### Work task
Go through the data below and gather each line containing "paths".

(Data records)
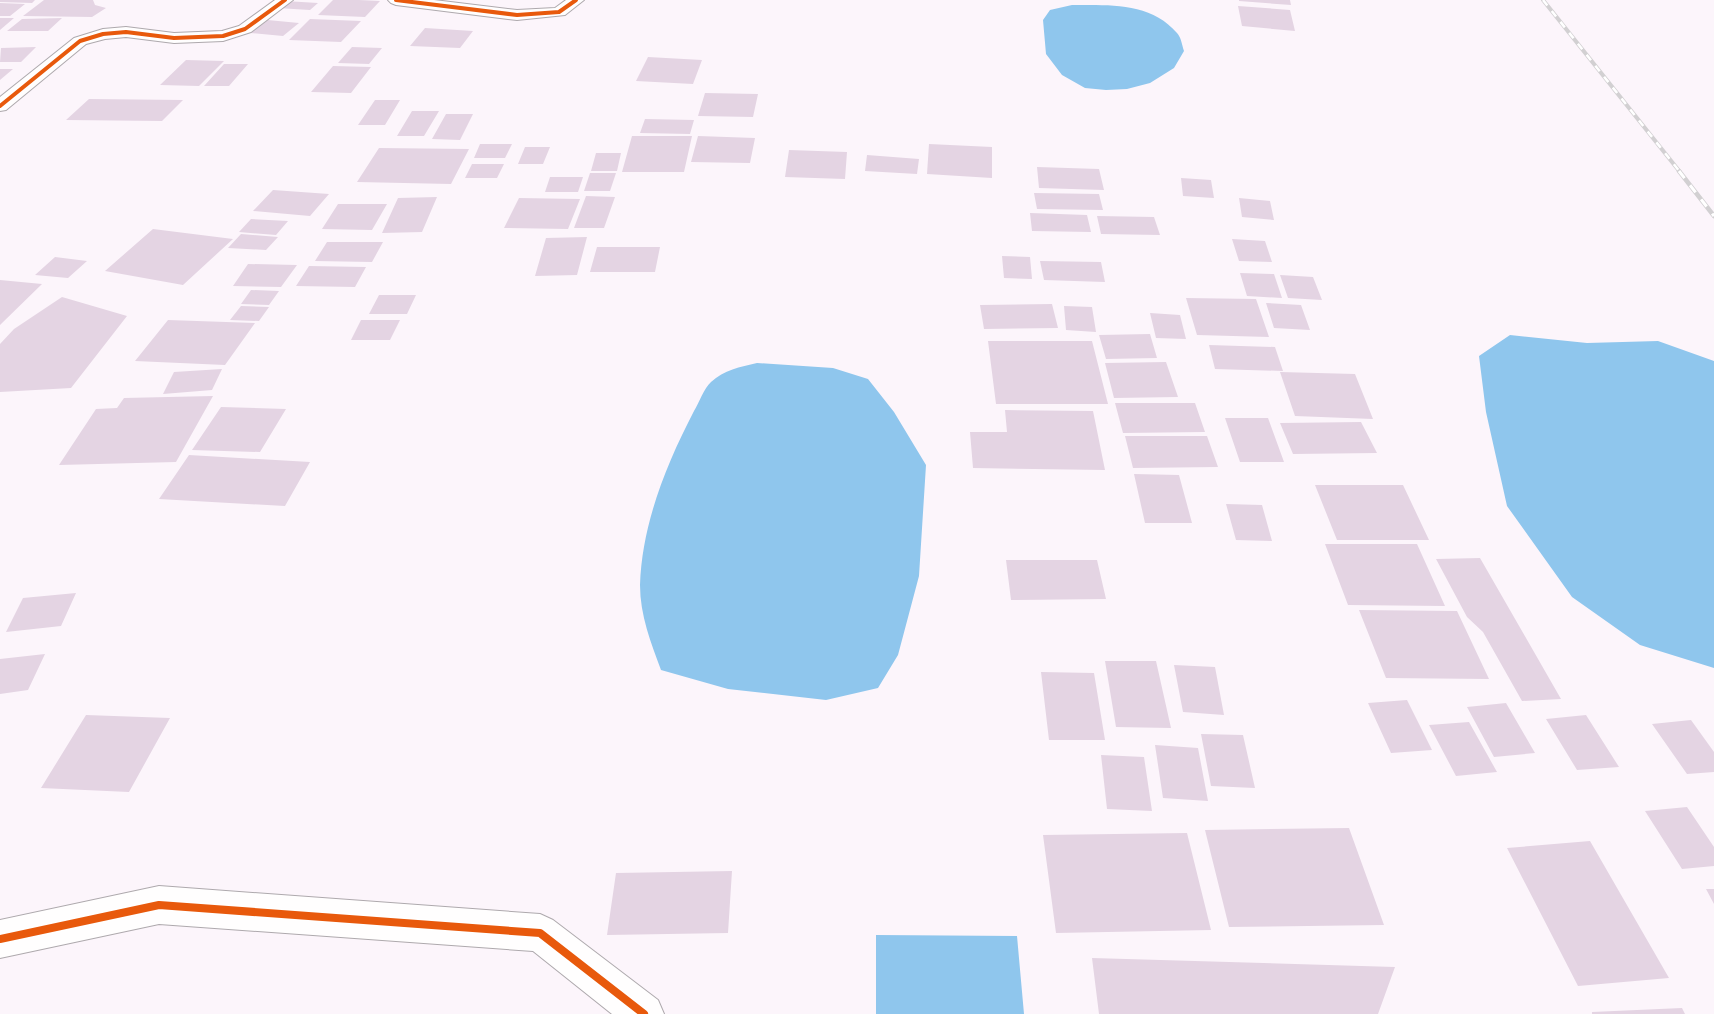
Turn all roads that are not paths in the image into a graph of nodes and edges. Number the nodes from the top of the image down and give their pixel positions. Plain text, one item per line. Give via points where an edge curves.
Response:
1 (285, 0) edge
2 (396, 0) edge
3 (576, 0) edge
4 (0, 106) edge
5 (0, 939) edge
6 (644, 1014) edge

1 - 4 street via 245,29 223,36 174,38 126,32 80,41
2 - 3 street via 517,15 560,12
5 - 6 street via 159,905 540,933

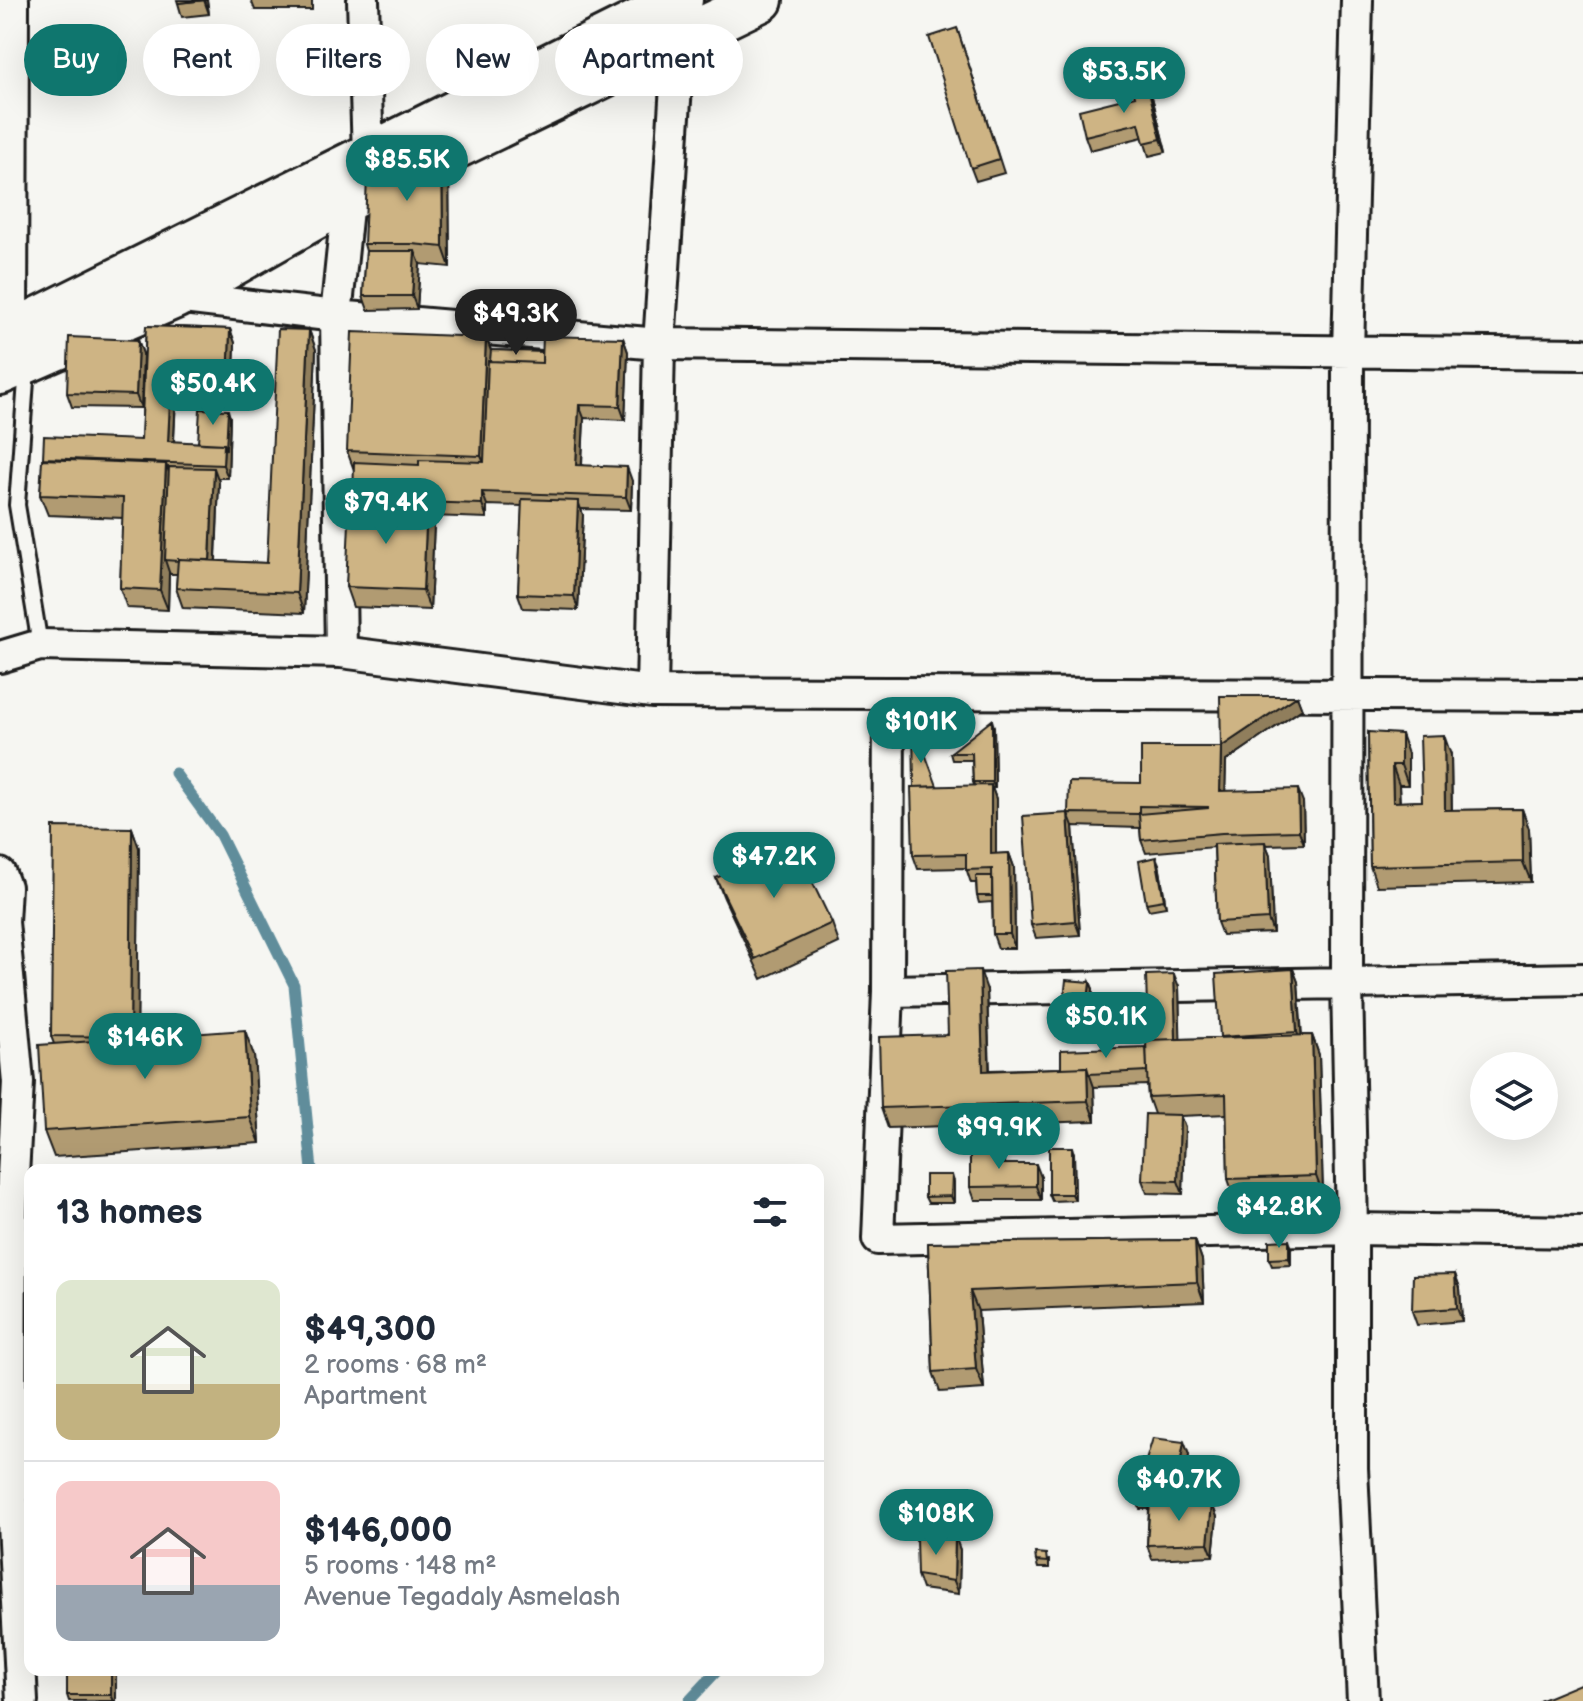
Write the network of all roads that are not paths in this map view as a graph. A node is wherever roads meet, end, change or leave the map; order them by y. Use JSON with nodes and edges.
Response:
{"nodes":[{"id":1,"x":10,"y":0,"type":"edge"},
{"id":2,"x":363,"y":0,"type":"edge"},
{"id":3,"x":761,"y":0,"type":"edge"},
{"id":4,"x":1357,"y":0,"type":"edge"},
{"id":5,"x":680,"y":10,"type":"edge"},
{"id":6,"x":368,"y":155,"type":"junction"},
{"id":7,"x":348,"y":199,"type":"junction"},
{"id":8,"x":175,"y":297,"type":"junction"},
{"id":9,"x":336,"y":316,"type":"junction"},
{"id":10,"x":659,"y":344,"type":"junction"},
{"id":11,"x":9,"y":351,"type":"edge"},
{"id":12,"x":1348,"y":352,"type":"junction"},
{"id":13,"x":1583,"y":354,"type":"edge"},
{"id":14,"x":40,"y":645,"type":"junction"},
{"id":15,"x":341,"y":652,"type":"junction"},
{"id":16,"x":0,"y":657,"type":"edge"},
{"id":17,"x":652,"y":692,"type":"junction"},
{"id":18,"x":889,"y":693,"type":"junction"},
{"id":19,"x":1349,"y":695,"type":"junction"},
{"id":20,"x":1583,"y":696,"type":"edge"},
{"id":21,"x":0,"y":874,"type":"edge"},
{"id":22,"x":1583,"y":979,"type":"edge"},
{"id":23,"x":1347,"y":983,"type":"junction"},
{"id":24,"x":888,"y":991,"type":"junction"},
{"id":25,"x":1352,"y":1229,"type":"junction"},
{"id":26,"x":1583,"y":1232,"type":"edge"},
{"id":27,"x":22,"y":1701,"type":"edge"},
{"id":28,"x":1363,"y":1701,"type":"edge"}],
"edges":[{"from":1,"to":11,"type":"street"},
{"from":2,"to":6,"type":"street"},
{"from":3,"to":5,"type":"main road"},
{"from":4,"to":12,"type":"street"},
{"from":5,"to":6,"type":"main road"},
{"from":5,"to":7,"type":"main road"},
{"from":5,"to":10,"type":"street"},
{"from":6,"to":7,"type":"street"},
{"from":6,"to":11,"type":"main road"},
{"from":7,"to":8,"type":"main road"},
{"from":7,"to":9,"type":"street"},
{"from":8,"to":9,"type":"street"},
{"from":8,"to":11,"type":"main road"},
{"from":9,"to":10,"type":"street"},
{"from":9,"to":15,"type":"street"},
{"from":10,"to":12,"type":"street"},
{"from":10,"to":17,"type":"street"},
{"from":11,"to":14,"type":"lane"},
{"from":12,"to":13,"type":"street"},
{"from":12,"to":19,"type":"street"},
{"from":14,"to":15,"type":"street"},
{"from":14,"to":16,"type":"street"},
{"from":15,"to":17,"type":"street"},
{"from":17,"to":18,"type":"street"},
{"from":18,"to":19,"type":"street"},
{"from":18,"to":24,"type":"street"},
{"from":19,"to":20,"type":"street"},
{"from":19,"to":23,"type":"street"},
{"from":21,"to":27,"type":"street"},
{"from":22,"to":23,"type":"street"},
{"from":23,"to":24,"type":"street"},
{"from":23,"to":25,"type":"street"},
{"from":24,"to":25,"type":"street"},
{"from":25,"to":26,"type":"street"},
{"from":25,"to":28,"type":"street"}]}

### Answer area
Turn all roads that are not paths in the image into a graph of nodes and edges. Number the nodes from the top of the image down and give their pixel positions. Plain text, one item per line. Give via points where an edge curves.
Write the network of all roads that are not paths in this map view as a graph. A node is wherever roads meet, end, change or leave the map; order them by y. Use JSON with nodes and edges.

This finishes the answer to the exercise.